BERT embeddings (contextual)



### 🔹 2. Word2Vec
Developed by Google in 2013, Word2Vec converts words into vector form using shallow neural networks. The objective is to predict context from a word or a word from context.

#### It has two architectures:
1. CBOW (Continuous Bag of Words)
2. Skip-Gram

### 📘 CBOW (Continuous Bag of Words) - Theoretical Overview
🔹 Definition
CBOW is a neural network-based architecture introduced as part of the Word2Vec framework. Its primary objective is to predict a target (central) word based on its context words (surrounding words within a predefined window). It treats the context as a bag of words—ignoring word order, hence the name.

### ✅ Advantages of CBOW
| Advantage                          | Explanation                                                           |
| ---------------------------------- | --------------------------------------------------------------------- |
| **Efficiency**                     | Faster training due to fewer parameters and simpler architecture      |
| **Good for Small Datasets**        | Performs well when data is limited or less noisy                      |
| **Deterministic Context**          | Predicting a single target from known context simplifies optimization |
| **Less Computationally Intensive** | Compared to Skip-Gram, CBOW uses less compute power                   |


### ⚠️ Disadvantages of CBOW
| Disadvantage                     | Explanation                                                                                  |
| -------------------------------- | -------------------------------------------------------------------------------------------- |
| **Ignores Word Order**           | The model uses a bag of words approach—semantic meaning from word order is lost              |
| **Not Ideal for Rare Words**     | CBOW averages context, which can dilute signals from infrequent or informative context words |
| **Context Window Sensitivity**   | Performance heavily depends on the chosen window size                                        |
| **Cannot Capture Polysemy Well** | Assigns a single vector to each word, ignoring multiple meanings (e.g., “bank”)              |


### 📘 Skip-Gram – Theoretical Overview

🔹 Definition
Skip-Gram is one of the two primary architectures in the Word2Vec framework (alongside CBOW).
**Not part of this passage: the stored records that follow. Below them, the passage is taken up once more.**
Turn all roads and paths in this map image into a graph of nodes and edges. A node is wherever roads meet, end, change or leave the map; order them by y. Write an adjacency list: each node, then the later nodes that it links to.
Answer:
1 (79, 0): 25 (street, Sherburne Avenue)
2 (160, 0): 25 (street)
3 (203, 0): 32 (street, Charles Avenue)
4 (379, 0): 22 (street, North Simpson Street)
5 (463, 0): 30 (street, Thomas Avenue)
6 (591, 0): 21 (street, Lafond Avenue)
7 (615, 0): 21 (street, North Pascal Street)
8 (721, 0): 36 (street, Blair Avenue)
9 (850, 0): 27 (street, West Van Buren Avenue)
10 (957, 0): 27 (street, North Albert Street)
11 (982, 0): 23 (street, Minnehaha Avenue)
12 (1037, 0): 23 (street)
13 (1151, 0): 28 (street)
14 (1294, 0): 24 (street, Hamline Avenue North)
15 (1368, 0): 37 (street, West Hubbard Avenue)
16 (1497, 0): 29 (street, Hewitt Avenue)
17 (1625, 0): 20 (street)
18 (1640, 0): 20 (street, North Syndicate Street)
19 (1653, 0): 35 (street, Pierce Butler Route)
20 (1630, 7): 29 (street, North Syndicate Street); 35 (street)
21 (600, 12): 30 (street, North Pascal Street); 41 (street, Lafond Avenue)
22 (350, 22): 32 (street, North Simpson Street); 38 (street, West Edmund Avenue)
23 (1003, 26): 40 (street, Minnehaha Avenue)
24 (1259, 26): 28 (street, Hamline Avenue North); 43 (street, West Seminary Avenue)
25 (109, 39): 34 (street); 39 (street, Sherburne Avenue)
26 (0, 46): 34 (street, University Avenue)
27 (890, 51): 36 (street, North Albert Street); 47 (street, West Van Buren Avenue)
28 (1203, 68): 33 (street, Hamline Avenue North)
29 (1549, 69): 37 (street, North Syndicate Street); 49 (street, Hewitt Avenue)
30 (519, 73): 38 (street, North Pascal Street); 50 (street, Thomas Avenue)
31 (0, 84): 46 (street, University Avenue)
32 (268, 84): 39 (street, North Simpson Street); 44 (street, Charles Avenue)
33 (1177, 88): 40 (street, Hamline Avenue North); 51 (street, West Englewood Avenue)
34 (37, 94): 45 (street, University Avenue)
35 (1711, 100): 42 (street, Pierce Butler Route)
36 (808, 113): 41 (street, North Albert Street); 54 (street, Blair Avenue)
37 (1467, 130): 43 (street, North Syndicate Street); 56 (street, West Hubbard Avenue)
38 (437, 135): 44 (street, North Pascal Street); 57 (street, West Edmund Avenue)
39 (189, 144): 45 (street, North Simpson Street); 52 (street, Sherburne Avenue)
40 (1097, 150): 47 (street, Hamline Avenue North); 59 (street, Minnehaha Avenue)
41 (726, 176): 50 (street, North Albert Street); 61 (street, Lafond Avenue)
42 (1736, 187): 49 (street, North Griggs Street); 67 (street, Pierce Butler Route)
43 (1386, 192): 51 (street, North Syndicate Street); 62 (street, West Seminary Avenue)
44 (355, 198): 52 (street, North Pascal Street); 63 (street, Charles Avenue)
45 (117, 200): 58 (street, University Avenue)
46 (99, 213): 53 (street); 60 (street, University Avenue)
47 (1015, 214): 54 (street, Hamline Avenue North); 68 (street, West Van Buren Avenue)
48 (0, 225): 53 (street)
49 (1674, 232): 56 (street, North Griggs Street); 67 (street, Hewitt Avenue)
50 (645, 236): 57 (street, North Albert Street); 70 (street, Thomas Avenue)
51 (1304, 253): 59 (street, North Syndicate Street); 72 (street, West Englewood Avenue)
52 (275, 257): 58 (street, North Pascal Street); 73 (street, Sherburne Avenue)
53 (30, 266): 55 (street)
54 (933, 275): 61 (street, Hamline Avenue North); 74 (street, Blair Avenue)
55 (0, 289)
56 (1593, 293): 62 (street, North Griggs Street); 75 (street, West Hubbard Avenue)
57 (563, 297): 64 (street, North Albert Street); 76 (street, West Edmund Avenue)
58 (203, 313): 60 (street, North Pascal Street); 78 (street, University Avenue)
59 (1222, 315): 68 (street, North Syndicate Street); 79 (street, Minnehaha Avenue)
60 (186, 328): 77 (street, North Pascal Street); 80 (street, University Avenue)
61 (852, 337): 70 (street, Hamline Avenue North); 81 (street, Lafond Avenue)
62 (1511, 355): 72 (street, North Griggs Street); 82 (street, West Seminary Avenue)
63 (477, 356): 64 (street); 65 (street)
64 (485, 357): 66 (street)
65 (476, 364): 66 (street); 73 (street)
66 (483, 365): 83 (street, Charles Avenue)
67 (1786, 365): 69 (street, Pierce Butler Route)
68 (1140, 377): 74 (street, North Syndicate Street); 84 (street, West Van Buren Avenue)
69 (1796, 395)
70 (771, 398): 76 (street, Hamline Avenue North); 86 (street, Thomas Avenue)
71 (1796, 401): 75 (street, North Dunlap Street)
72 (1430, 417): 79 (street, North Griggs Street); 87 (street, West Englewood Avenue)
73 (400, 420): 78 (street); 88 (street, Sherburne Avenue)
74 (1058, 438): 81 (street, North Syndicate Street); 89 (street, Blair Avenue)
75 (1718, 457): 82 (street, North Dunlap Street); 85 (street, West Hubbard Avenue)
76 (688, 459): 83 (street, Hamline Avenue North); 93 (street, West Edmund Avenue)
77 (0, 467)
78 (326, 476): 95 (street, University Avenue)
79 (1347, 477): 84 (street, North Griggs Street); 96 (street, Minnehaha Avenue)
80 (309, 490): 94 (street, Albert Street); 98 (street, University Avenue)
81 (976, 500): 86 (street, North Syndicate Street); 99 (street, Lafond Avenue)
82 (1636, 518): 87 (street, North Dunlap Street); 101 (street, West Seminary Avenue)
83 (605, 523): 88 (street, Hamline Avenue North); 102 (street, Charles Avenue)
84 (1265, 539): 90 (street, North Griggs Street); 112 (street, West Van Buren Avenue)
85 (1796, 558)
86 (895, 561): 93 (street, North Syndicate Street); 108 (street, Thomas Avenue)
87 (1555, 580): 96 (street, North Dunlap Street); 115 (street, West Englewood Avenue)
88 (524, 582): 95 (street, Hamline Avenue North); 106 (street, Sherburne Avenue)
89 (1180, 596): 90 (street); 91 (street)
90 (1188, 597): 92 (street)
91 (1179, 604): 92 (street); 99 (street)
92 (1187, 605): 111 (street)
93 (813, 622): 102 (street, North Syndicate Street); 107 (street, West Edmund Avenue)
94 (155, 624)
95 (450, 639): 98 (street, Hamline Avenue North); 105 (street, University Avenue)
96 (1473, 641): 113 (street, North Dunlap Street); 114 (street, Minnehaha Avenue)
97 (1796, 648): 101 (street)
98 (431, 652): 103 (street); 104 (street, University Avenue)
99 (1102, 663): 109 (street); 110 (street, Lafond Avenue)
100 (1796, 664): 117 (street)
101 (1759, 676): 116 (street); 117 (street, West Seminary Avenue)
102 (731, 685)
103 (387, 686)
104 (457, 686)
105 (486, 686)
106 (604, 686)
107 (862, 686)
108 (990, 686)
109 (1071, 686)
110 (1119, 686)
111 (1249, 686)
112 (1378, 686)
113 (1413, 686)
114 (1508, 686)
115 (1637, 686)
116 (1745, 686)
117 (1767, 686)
Unlike CBOW, which predicts a target word based on its surrounding context, Skip-Gram predicts surrounding context words given a central target word.

### ✅ Advantages of Skip-Gram
| Advantage                           | Description                                                                                            |
| ----------------------------------- | ------------------------------------------------------------------------------------------------------ |
| **Effective for Rare Words**        | Performs well for infrequent words due to independent context predictions                              |
| **Better Semantic Representation**  | Captures syntactic and semantic relationships more accurately than CBOW                                |
| **Flexible Context Modeling**       | Predicts multiple context words, enhancing richness of training signals                                |
| **Scalable with Negative Sampling** | Efficiently trains on large corpora using optimizations like negative sampling or hierarchical softmax |


### ⚠️ Disadvantages of Skip-Gram
| Disadvantage                  | Description                                                                 |
| ----------------------------- | --------------------------------------------------------------------------- |
| **Computationally Intensive** | Predicts multiple context words → more forward and backward passes per word |
| **Longer Training Time**      | Especially with large vocabularies and wide context windows                 |
| **Requires Large Corpus**     | Performs best with large-scale textual data (e.g., Wikipedia, Google News)  |
| **Ignores Word Order**        | Like CBOW, it assumes a bag of context, ignoring sequence position          |

### 🔁 CBOW vs Skip-Gram Summary
| Feature               | CBOW           | Skip-Gram     |
| --------------------- | -------------- | ------------- |
| Input                 | Context words  | Target word   |
| Output                | Target word    | Context words |
| Speed                 | Faster         | Slower        |
| Accuracy (rare words) | Lower          | Higher        |
| Best For              | Small datasets | Large corpora |